### EXERCISE GOAL
Locate the string "change" in the records below. Copy every line where it occurs.

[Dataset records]
▬▬▬▬▬▬▬▬▬▬

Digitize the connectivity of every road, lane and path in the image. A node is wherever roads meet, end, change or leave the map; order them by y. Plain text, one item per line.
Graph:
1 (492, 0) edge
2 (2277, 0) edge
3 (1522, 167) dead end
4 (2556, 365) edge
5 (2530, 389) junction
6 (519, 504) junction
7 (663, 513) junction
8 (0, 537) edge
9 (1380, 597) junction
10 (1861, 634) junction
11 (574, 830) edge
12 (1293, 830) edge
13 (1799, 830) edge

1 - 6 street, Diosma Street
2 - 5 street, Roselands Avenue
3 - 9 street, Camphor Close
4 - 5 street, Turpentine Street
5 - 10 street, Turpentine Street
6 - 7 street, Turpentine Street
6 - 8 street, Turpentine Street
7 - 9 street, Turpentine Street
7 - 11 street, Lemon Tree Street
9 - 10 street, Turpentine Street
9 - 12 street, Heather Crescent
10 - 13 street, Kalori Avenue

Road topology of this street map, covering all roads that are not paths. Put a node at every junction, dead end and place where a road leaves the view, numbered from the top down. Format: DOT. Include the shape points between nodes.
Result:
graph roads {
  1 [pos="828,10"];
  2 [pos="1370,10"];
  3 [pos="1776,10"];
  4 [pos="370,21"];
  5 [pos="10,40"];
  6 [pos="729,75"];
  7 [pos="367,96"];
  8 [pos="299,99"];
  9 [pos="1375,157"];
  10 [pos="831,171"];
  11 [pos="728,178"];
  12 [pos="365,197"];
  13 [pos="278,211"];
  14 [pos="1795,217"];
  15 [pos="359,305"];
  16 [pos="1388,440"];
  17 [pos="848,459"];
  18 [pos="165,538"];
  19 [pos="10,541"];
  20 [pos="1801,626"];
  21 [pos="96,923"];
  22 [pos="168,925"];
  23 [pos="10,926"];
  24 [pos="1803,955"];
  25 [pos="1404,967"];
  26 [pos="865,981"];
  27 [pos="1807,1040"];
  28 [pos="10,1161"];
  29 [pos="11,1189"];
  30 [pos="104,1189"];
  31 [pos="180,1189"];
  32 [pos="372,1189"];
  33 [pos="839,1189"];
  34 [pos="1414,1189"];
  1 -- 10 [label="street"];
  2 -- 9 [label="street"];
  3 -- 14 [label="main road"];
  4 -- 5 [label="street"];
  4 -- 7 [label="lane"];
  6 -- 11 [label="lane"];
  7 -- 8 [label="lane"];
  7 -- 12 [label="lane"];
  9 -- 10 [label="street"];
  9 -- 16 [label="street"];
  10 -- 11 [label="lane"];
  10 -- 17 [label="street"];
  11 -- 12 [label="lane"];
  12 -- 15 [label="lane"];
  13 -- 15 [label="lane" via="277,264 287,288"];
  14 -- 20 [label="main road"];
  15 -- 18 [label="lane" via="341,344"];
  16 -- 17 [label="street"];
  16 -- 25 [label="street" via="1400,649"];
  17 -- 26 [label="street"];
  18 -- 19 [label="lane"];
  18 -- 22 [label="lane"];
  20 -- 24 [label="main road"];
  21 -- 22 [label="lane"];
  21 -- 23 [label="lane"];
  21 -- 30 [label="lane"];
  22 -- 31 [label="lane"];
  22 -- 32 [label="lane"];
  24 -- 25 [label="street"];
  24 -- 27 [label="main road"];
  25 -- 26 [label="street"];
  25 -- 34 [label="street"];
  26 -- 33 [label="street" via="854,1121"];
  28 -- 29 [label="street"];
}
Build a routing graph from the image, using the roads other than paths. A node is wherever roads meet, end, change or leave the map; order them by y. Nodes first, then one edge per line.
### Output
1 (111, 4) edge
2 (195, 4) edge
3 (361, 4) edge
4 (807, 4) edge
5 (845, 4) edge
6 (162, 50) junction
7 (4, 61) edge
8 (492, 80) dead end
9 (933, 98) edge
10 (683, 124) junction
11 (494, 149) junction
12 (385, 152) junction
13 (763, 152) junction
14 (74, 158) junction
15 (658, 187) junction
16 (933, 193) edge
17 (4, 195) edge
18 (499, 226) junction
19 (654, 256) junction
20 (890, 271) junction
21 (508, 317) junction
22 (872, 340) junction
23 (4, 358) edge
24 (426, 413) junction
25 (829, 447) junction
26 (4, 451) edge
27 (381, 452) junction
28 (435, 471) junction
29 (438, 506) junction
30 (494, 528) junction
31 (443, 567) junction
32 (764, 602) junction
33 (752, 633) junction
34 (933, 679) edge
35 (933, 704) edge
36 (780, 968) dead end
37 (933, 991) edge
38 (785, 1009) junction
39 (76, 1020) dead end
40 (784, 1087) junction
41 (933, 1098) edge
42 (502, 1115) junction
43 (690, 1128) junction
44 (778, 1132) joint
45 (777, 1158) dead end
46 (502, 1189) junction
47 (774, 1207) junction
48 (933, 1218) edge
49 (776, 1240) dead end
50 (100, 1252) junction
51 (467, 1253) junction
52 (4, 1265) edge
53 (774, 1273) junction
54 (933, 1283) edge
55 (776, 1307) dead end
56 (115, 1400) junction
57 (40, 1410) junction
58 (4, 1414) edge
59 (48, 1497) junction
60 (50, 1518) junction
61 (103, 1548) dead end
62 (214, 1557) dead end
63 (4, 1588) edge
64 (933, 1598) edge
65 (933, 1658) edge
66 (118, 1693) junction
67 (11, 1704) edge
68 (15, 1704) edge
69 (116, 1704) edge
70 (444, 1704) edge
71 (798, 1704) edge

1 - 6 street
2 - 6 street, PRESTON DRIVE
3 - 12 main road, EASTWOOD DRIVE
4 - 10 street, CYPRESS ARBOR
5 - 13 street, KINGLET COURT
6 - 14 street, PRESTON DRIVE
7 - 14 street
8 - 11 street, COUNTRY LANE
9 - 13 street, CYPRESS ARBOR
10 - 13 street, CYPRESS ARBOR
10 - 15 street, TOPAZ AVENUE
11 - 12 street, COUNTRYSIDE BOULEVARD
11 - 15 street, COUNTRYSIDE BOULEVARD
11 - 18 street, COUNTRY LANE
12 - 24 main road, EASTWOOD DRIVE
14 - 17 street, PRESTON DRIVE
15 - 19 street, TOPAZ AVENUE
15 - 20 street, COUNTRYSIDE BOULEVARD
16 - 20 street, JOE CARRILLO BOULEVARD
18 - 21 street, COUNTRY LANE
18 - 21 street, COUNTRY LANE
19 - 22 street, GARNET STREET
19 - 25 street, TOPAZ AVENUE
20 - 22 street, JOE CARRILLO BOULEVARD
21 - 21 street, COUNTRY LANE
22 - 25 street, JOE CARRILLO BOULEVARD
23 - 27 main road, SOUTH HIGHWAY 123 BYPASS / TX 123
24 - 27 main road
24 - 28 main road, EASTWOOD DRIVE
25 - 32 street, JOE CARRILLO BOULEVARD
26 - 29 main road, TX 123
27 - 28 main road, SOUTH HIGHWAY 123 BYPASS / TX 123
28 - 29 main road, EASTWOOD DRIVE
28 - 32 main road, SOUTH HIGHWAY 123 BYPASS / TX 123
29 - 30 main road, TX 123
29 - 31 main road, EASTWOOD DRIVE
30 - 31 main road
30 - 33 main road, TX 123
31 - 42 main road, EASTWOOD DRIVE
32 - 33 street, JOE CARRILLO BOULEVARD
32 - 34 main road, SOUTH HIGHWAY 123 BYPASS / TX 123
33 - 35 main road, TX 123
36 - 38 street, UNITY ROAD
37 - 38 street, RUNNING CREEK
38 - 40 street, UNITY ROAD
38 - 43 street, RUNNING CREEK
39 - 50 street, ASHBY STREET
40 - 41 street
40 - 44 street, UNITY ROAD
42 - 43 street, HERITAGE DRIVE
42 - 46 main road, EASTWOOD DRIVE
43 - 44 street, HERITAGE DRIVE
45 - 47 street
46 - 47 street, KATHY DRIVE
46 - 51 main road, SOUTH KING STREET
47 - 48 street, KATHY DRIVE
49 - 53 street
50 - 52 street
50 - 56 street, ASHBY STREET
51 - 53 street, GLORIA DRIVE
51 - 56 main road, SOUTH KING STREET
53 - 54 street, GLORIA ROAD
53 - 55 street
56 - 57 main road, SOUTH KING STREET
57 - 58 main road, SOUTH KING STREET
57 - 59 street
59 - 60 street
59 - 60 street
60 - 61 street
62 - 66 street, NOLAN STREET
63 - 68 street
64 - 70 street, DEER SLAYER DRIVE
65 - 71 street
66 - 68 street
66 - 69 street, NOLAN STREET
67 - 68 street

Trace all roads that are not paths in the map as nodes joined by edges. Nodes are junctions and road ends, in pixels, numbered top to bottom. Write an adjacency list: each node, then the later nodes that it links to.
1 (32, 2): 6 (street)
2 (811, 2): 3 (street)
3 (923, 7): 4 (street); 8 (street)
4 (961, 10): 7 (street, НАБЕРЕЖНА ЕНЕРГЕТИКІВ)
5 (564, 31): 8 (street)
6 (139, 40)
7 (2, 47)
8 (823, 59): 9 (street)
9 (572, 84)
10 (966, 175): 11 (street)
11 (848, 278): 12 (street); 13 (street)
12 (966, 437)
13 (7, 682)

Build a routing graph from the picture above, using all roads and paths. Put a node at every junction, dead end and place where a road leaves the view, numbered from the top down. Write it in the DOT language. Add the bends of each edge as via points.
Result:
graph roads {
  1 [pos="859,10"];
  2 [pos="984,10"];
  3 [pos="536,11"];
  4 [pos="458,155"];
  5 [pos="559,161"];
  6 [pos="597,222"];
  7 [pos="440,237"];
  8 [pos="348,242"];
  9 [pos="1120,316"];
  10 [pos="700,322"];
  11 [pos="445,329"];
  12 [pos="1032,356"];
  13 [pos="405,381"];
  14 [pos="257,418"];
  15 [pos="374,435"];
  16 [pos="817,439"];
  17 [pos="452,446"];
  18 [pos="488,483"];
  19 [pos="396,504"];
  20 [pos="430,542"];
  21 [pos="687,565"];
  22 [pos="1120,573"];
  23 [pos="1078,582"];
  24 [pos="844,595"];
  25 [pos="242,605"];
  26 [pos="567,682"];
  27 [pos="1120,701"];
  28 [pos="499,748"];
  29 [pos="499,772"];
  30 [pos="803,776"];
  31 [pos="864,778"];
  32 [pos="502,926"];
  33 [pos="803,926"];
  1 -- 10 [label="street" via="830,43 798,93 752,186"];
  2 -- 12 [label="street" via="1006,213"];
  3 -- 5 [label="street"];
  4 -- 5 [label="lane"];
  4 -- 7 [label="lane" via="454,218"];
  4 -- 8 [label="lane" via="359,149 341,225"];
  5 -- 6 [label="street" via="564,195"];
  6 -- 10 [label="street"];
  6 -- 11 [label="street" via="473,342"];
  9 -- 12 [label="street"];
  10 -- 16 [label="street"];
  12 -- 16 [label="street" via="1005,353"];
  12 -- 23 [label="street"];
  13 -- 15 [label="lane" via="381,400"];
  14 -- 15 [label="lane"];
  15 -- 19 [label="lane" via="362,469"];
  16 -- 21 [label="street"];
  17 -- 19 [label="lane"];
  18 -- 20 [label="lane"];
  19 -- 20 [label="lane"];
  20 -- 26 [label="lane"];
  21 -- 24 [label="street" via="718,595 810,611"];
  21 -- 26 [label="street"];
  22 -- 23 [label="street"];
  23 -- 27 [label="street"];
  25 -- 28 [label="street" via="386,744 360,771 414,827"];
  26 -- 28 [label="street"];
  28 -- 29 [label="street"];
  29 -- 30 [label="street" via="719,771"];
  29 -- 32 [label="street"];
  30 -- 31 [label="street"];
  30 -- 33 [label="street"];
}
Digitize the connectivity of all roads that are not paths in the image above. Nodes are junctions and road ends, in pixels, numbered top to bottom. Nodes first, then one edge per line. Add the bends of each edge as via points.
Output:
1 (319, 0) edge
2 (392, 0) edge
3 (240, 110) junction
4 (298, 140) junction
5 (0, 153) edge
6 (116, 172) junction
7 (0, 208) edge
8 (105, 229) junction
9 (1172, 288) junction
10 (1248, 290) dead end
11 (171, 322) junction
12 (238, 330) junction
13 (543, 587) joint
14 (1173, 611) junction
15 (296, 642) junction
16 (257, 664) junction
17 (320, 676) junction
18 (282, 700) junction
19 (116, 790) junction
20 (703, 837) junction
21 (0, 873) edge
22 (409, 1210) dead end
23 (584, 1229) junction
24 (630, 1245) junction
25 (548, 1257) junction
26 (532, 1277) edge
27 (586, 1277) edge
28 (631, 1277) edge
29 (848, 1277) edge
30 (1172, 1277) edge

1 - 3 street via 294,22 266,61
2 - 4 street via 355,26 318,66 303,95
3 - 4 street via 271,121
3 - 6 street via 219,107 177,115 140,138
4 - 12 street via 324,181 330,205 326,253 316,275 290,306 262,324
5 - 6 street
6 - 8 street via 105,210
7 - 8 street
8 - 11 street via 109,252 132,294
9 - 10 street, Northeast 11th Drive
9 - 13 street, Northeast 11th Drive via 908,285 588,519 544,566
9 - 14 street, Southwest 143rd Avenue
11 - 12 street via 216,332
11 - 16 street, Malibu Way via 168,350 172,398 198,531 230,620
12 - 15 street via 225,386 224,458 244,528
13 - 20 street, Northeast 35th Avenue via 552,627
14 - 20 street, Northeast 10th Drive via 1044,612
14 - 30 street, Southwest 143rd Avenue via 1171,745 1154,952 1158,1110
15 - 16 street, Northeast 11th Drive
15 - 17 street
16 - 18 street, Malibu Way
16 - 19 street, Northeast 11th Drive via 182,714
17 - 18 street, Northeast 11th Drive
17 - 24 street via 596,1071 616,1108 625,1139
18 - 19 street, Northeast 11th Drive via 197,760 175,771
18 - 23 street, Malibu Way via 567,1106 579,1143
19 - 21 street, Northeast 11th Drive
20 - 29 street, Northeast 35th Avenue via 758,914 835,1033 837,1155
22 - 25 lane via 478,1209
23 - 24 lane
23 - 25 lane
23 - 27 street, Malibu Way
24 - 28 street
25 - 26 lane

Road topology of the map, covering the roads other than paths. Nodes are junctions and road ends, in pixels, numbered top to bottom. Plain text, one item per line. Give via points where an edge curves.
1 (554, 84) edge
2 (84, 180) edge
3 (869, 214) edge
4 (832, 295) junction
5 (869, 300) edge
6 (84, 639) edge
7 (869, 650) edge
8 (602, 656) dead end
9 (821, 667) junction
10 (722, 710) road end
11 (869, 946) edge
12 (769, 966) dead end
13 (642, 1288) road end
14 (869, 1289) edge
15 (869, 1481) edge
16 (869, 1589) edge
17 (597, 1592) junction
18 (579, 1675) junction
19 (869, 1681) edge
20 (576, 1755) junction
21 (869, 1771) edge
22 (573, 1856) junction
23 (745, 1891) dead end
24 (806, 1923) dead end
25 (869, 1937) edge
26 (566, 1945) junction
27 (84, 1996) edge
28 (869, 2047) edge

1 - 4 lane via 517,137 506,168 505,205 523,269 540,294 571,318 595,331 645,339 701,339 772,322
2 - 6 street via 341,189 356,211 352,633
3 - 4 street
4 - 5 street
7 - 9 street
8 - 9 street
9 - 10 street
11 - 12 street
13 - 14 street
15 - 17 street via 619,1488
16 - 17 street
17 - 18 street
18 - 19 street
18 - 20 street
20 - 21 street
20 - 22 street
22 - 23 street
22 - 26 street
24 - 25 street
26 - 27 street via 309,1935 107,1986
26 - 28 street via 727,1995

▬▬▬▬▬▬▬▬▬▬

### RESPONSE TO THIS EXERCISE
Digitize the connectivity of every road, lane and path in the image. A node is wherever roads meet, end, change or leave the map; order them by y. Plain text, one item per line.
Build a routing graph from the image, using the roads other than paths. A node is wherever roads meet, end, change or leave the map; order them by y. Nodes first, then one edge per line.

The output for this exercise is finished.